“It is important for us to make the memory of the Holocaust accessible to Israeli-Arab society and the Arab world.”
By Aryeh Savir, TPS
The Arab-Israeli “Together Vouch for Each Other” organization has dispatched a delegation that will mark Yom HaShoah, in Auschwitz in a special ceremony in Arabic, the first of its kind.
The delegation left for Poland on Monday morning. On the eve of Israel’s Holocaust Remembrance Day on Wednesday night, the delegation will hold a ceremony at the Auschwitz extermination camp in Arabic, the first in history.
“It is important for us to make the memory of the Holocaust accessible to Israeli-Arab society and the Arab world,” the organization explained.
The delegation is comprised of Muslims, Christian Arabs, and Druze.
Over the weekend, the group went on a preparatory tour at the Yad Vashem Holocaust memorial in Jerusalem, where they met Holocaust survivor Arie Shilansky, who will be one of the six to light a torch at the state’s official Holocaust Day ceremony. This encounter with a Holocaust survivor was for many of them the first such encounter in their lives.
During the coming week, the members of the delegation will learn about the Holocaust in Poland, meet with the Jewish community in Krakow, and hold a ceremony in Arabic on the eve of Holocaust Remembrance Day.
The members of the delegation will also deliver food parcels in Poland to refugees from Ukraine.
‘A Crime that Distorts History’
“Together – Vouch for Each Other,” was founded in 2018 by a group of young Israeli-Arabs – Christians, Muslims, Bedouin and Druze, who felt determined to bring about change in the Israeli-Arab sector and adopt a positive direction vis-à-vis Israeli society and the country.
Yoseph Haddad, CEO of the association, said that “it is important for us to make the memory of the Holocaust accessible to Israeli-Arab society and the Arab world, because every human being must know the most shocking event in human history and learn about it and from it, thus fighting despicable phenomena from Holocaust denial to any manifestation of racism.”
Haddad, a resident of Nazareth, is a disabled IDF veteran better known for battling BDS on American university campuses.

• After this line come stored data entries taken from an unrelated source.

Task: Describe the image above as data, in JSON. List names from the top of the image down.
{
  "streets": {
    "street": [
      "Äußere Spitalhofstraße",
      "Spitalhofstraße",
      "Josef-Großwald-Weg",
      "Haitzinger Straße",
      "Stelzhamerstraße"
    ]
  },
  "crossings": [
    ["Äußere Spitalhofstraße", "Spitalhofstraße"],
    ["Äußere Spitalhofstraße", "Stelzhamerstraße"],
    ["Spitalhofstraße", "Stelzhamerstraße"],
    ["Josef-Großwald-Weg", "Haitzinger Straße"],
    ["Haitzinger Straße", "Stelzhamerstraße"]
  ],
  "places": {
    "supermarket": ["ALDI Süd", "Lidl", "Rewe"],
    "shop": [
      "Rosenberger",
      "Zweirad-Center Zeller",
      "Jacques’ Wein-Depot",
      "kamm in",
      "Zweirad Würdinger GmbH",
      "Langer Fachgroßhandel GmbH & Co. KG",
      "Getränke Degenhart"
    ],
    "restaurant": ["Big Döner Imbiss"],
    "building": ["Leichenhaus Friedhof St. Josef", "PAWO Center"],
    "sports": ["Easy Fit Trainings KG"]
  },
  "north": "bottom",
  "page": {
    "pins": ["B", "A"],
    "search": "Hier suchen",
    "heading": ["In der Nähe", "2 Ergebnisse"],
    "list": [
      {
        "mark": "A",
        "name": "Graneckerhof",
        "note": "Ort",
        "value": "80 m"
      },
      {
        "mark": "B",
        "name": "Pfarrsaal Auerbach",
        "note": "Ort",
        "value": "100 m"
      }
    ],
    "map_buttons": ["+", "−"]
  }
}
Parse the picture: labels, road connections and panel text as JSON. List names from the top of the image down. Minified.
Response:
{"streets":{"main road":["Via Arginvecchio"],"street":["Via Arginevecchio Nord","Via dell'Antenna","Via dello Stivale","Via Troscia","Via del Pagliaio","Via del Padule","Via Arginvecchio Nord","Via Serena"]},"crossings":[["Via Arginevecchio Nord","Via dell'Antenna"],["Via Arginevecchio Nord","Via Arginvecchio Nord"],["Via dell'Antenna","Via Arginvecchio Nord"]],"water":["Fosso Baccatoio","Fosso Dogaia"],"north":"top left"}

While the Arab world is notorious for its Holocaust denial, shifts on this issue can be seen in recent years.
In January 2021, in Bahrain, a first-of-its-kind event was held to mark International Holocaust Remembrance Day, and for the first time, the Holocaust was commemorated in the Arab world.
In January 2020, Dr. Mohammed Al-Issa, Chairman of the Muslim World League in Saudi Arabia, led a delegation of Muslim clergy to Auschwitz-Birkenau, the first such visit ever. The clerics toured the camp, prayed in memory of the dead and participated in a Jewish ceremony for them.
Al-Issa has previously spoken out against Holocaust denial, saying it was “a crime that distorts history.”
In a letter sent to the U.S. Holocaust Memorial Museum in January 2018, al-Issa wrote that “history is indeed impartial no matter how hard forgers tried to tamper with or manipulate it.”
Holocaust denial, he said, was “an affront to us all since we share the same human soul and spiritual bonds.”
The first-ever Zikaron BaSalon Holocaust remembrance event for Arabs, in Arabic, was held in northern Israel in 2019. Zikaron BaSalon (literally, “Remembrance in the Living Room”) arranges for Holocaust survivors to remotely meet with people and groups.